Chine, Vietnam, Russie, ASEAN, États-Unis, les rapports de forces bougent

Humiliation de Hanoï et implication de Washington.

L’agacement de Hanoï confronté aux intrusions chinoises répétés se rapproche progressivement d’un sentiment d’humiliation.

L’année dernière une pression de Pékin avait forcé le Vietnam à abandonner l’exploitation pourtant déjà commencée d’un gisement par une JV avec l’Espagnol REPSOL, hors de la ZEE vietnamienne, mais cette fois situé à l’intérieur de la « Ligne en 9 traits ». Celle-ci est réfutée par Hanoï au nom de l’arbitrage de la Cour de La Haye (juillet 2016) que Pékin n’a pas accepté au nom de sa longue présence et de son influence culturelle dans la zone.

Lire :
- le paragraphe « Le dilemme énergétique vietnamien »
et
- Arbitrage de la Cour de La Haye. Tensions et perspectives d’apaisement.

Ce n’est pas fini. Le 3 septembre 2019, le bureau de Hanoï de la BBC diffusait en vietnamien un reportage sur le mouvement par l’entreprise publique « 中油燃气 – CNOOC » d’une plateforme-grue baptisée Lam Kinh (Lan Jing en Chinois), clairement à l’intérieur de la ZEE vietnamienne [1].

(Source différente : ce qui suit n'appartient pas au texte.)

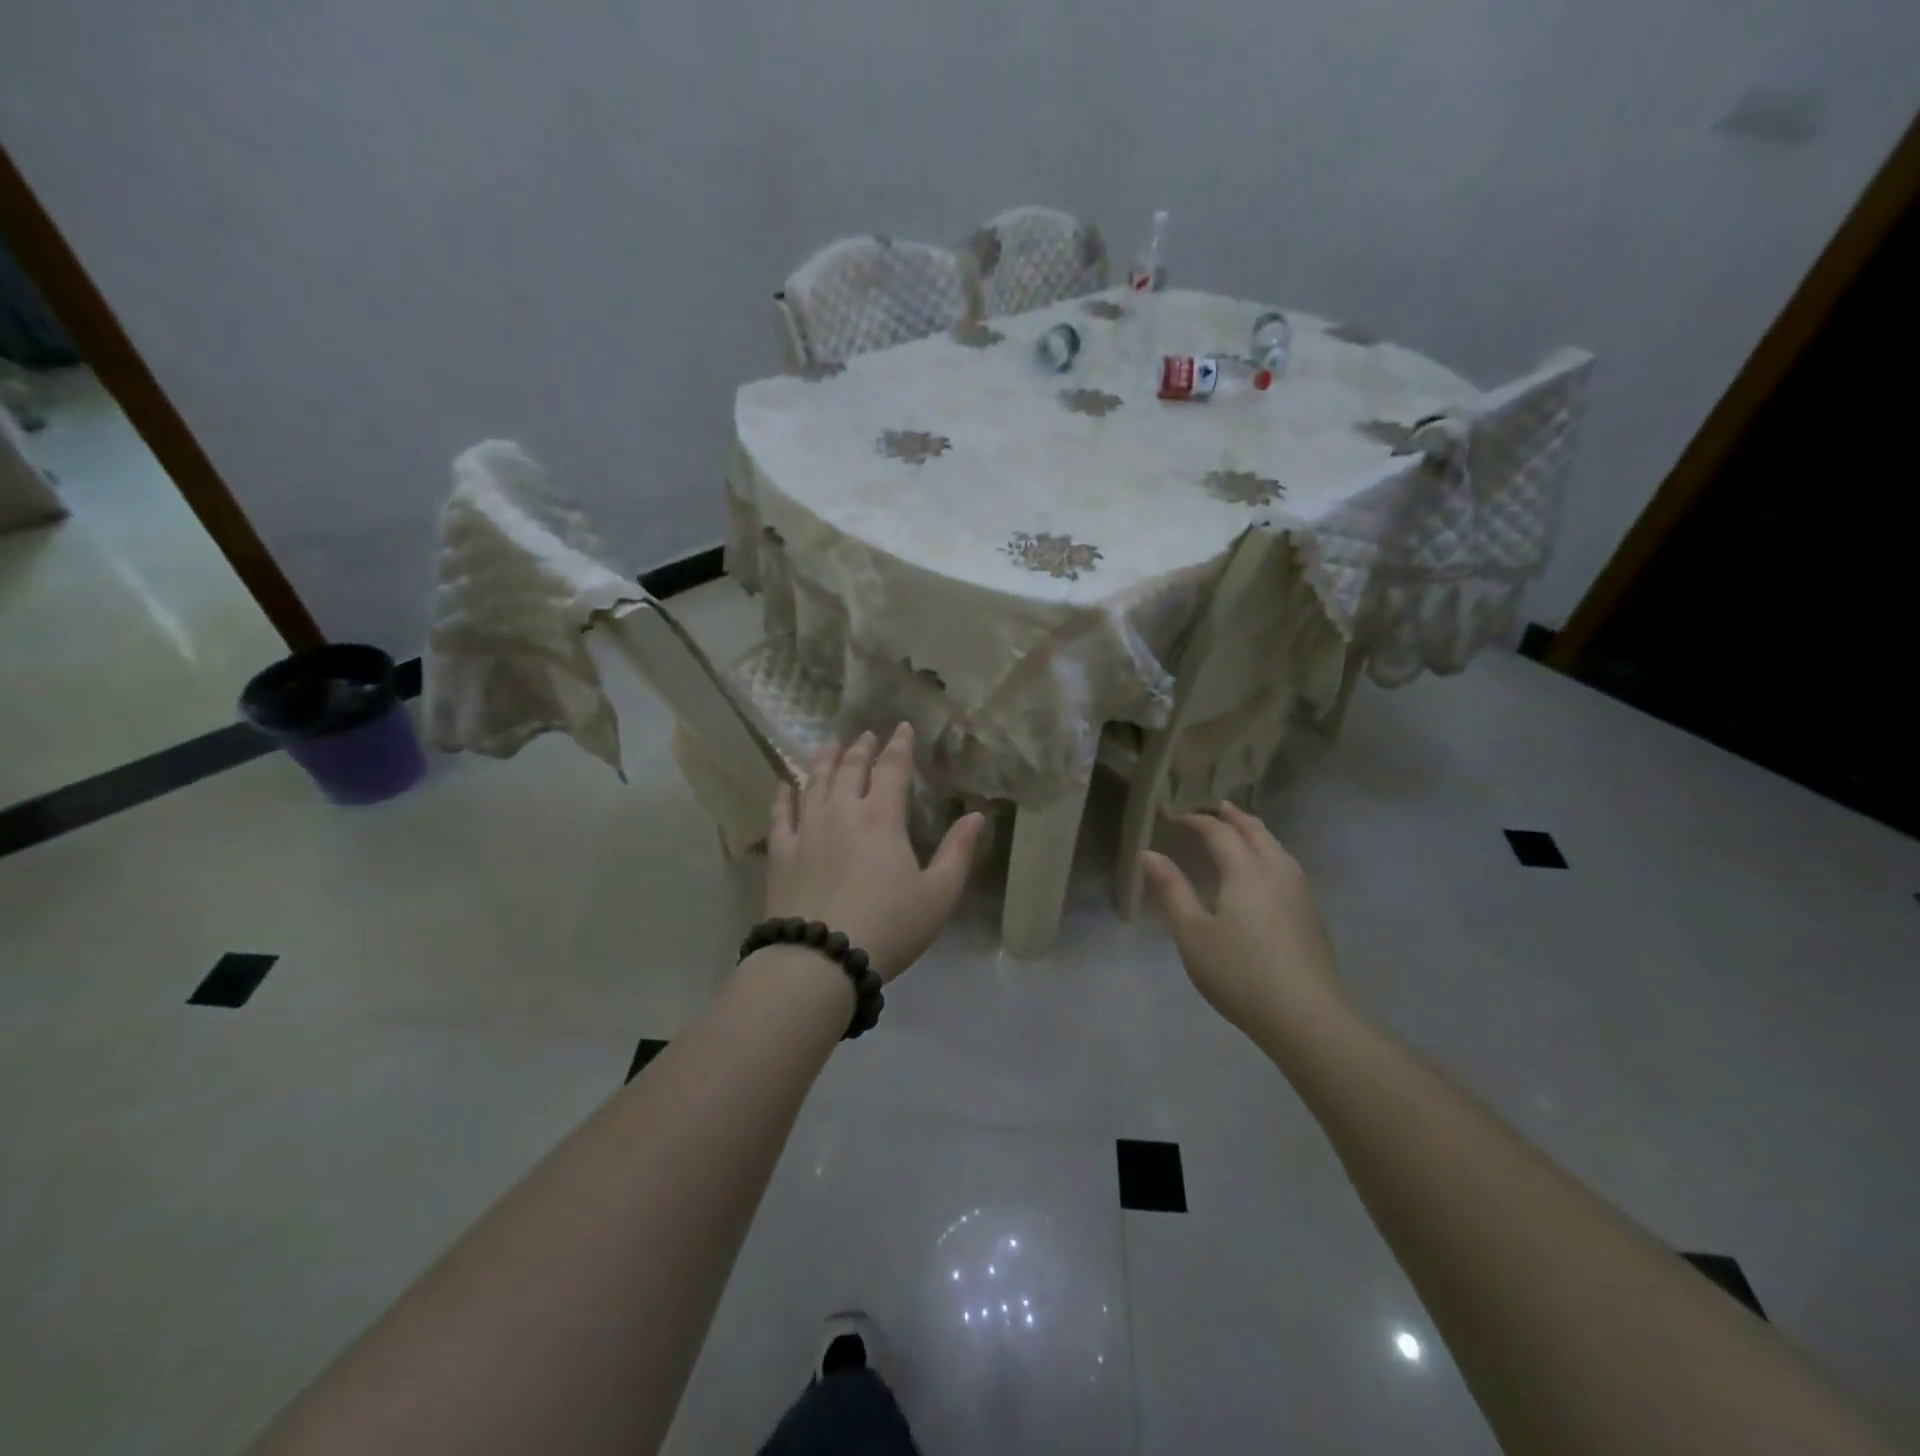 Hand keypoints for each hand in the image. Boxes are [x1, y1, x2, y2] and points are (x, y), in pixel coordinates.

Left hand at [767, 724, 984, 980]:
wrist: (821, 958)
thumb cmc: (889, 926)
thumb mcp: (938, 894)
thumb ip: (958, 852)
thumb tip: (977, 815)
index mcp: (882, 818)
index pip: (892, 769)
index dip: (899, 746)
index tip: (903, 727)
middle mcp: (842, 812)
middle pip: (850, 769)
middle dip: (861, 748)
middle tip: (866, 735)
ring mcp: (807, 829)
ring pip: (815, 783)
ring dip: (824, 761)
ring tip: (829, 746)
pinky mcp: (781, 851)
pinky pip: (780, 813)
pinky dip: (784, 795)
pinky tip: (785, 785)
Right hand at [1141, 802, 1344, 1033]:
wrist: (1305, 1015)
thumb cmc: (1238, 972)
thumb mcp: (1192, 933)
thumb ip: (1172, 890)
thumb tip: (1149, 854)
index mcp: (1245, 871)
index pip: (1219, 832)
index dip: (1197, 820)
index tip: (1176, 817)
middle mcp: (1276, 871)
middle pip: (1256, 832)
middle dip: (1234, 817)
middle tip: (1217, 808)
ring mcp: (1300, 892)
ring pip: (1277, 847)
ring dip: (1256, 832)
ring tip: (1241, 832)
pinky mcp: (1311, 914)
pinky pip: (1287, 865)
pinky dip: (1270, 852)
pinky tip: (1265, 871) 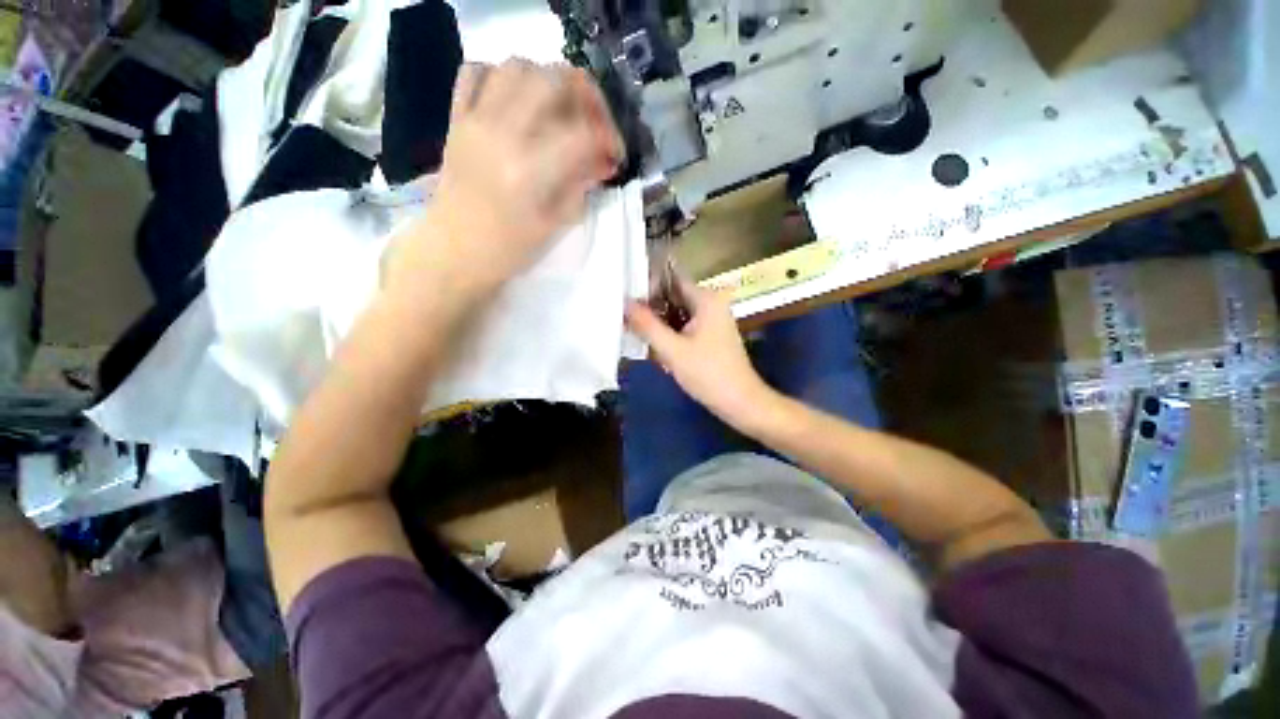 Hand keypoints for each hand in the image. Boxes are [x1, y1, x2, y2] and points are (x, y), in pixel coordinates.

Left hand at [385, 60, 622, 300]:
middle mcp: (504, 133)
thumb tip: (602, 161)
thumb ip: (580, 185)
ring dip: (547, 80)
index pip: (583, 133)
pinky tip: (516, 100)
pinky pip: (476, 72)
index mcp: (531, 170)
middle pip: (554, 80)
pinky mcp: (457, 118)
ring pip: (518, 66)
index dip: (609, 139)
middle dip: (587, 97)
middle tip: (594, 123)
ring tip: (559, 109)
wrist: (455, 250)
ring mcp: (476, 119)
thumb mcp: (554, 224)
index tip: (614, 157)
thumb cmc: (509, 248)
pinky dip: (501, 76)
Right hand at [625, 279, 775, 430]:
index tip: (625, 295)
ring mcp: (710, 320)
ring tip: (634, 332)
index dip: (647, 284)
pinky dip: (668, 333)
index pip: (671, 278)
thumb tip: (624, 302)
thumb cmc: (708, 374)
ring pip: (675, 313)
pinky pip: (683, 327)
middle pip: (672, 296)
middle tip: (624, 318)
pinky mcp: (709, 335)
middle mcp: (709, 303)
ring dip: (657, 323)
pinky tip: (653, 347)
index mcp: (705, 299)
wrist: (740, 402)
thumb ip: (647, 325)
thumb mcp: (673, 350)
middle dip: (650, 307) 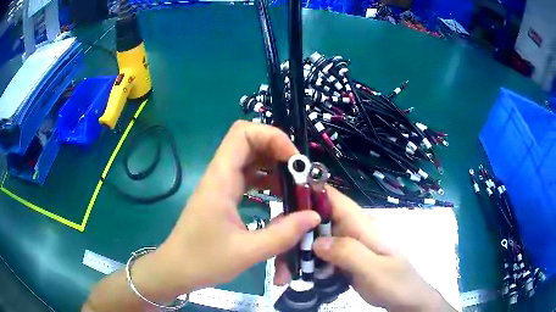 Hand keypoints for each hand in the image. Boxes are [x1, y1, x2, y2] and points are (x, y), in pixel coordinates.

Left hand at [154, 121, 320, 296]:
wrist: (176, 269)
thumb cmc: (204, 261)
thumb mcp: (247, 252)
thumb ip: (283, 234)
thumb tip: (314, 216)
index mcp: (220, 180)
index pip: (243, 134)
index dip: (272, 137)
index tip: (295, 161)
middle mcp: (220, 175)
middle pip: (249, 141)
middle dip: (278, 149)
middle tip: (300, 173)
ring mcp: (221, 185)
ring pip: (249, 158)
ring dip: (273, 164)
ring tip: (295, 183)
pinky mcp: (223, 196)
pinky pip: (247, 176)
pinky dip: (266, 178)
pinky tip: (280, 194)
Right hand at [291, 187, 452, 311]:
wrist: (406, 299)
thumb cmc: (396, 283)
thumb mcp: (374, 269)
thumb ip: (349, 253)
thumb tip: (317, 241)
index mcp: (361, 224)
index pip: (331, 198)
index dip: (306, 193)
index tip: (281, 209)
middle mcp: (352, 229)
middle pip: (315, 221)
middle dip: (294, 237)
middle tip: (280, 264)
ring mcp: (347, 245)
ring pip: (314, 240)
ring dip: (297, 255)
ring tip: (284, 277)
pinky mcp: (343, 258)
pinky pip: (319, 256)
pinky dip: (306, 264)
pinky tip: (298, 278) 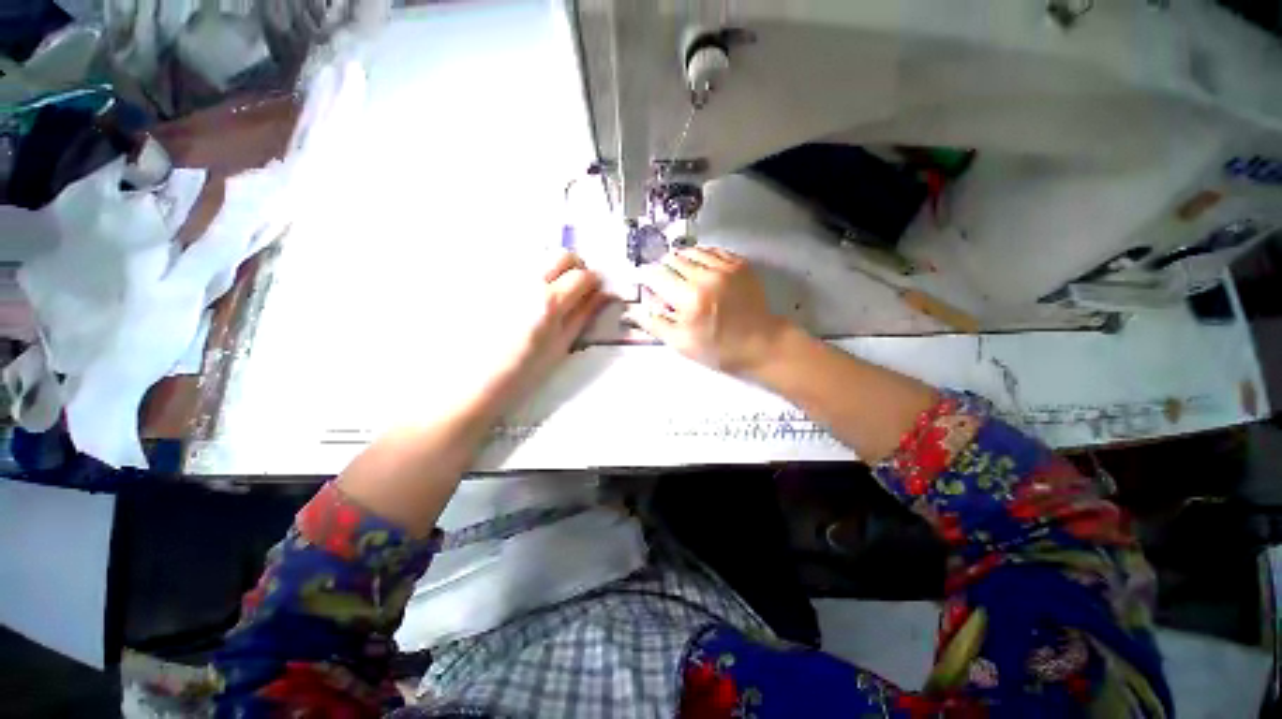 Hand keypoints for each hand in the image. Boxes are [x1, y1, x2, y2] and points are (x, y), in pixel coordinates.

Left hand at [488, 251, 607, 406]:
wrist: (474, 378)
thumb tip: (603, 296)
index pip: (584, 275)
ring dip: (553, 267)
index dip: (595, 282)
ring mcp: (505, 277)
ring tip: (549, 293)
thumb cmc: (524, 370)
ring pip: (539, 256)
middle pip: (562, 254)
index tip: (595, 293)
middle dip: (576, 267)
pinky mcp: (487, 280)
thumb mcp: (561, 346)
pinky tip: (524, 295)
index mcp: (551, 302)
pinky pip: (516, 265)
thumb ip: (583, 316)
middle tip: (576, 288)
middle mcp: (528, 280)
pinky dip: (530, 273)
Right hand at [625, 247, 791, 376]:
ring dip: (681, 260)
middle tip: (665, 283)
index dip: (647, 277)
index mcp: (689, 299)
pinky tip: (700, 268)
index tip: (646, 283)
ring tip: (681, 274)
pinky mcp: (739, 264)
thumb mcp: (681, 344)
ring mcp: (725, 267)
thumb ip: (655, 324)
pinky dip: (701, 256)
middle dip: (663, 269)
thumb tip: (633, 311)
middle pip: (673, 259)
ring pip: (691, 251)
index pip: (656, 275)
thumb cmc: (719, 348)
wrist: (761, 343)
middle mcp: (706, 277)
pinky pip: (712, 250) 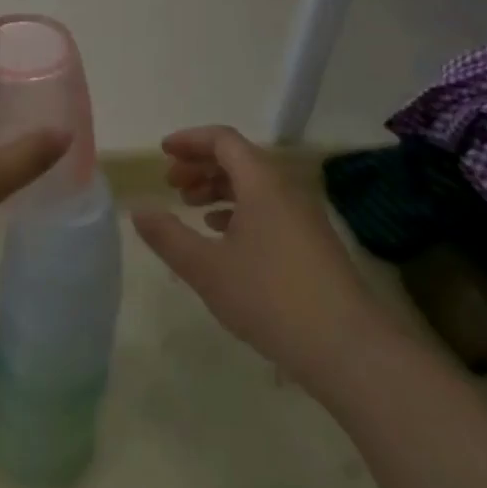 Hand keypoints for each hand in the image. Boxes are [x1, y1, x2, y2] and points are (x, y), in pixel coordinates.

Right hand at [132, 125, 380, 388]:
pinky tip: (223, 237)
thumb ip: (168, 236)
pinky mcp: (312, 242)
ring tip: (191, 209)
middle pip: (238, 159)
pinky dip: (239, 211)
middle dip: (201, 166)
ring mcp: (303, 215)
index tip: (162, 153)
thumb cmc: (270, 297)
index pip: (222, 140)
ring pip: (254, 185)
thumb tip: (138, 209)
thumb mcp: (207, 268)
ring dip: (219, 189)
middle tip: (171, 185)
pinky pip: (268, 208)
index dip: (190, 141)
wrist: (348, 347)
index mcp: (261, 181)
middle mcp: (285, 187) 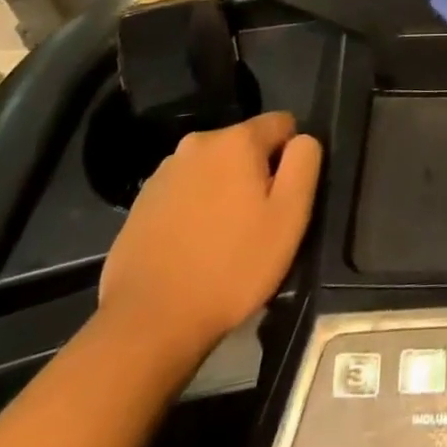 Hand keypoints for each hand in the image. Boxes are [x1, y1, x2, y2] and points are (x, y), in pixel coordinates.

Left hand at [97, 112, 320, 375]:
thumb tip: (302, 140)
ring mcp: (165, 171)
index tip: (284, 199)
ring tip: (222, 241)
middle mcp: (199, 142)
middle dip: (255, 175)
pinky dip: (194, 210)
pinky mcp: (142, 201)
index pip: (283, 124)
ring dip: (224, 191)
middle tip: (255, 225)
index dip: (291, 158)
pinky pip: (184, 192)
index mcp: (237, 139)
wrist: (147, 322)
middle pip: (245, 146)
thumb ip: (304, 163)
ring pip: (213, 169)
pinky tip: (191, 249)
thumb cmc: (230, 267)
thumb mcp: (289, 216) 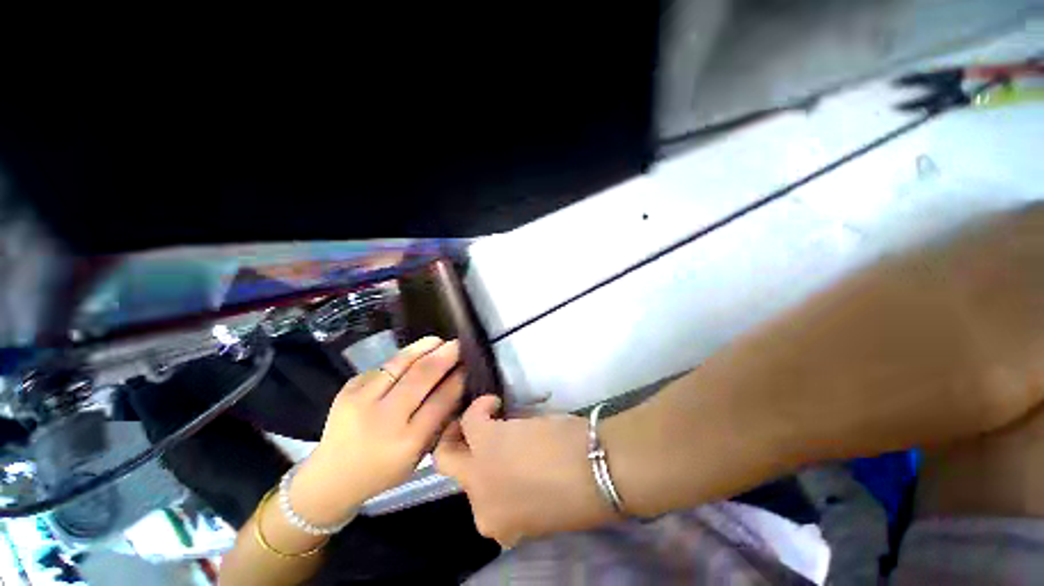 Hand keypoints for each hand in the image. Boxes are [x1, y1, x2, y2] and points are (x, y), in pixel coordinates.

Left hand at [291, 337, 464, 524]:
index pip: (441, 400)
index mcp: (407, 442)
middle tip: (458, 345)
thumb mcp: (418, 455)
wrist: (331, 477)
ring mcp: (362, 400)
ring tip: (439, 340)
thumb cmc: (384, 470)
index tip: (469, 365)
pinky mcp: (348, 388)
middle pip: (422, 376)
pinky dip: (404, 357)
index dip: (458, 378)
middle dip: (445, 355)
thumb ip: (439, 421)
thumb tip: (457, 384)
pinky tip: (414, 355)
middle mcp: (384, 419)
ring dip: (424, 348)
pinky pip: (384, 366)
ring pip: (401, 363)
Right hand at [434, 396, 616, 545]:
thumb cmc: (580, 491)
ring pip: (450, 447)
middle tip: (469, 432)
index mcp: (497, 525)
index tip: (495, 456)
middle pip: (450, 470)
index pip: (477, 497)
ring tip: (489, 412)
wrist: (596, 471)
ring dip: (466, 427)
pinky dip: (480, 407)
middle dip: (455, 448)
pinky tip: (495, 402)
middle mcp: (480, 502)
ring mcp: (479, 472)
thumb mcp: (542, 507)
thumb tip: (515, 474)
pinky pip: (471, 418)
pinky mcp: (487, 440)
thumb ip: (520, 496)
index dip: (485, 472)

Il n’est pas anodin d’indiquer que la migration de la plateforme est également suivie de près et sa position diffusée en vietnamien par Voice of America, directement financé par l’exécutif américain.

Un autre contexte important est souligné par un article d’Asia Times publié le 5 septembre dernier. il indiquait que « le mouvement présumé de la grue Lam Kihn par la Chine dans les eaux vietnamiennes intervenait alors que le Vietnam et les neuf autres membres de l’Association des nations de l’Asie du Sud-Est participaient cette semaine à un exercice naval avec la marine des États-Unis. » (lire : US and 10 ASEAN navies begin first joint military exercises in Southeast Asia.)

La Chine teste les limites de Washington.

C’est dans ce contexte devenu inflammable que plusieurs experts américains dont Denis Blasko (ancien de West-Point et du renseignement militaire américain) viennent de se livrer à l’analyse des capacités réelles de l’armée chinoise dans le cas – très hypothétique - d’un conflit direct avec le Vietnam.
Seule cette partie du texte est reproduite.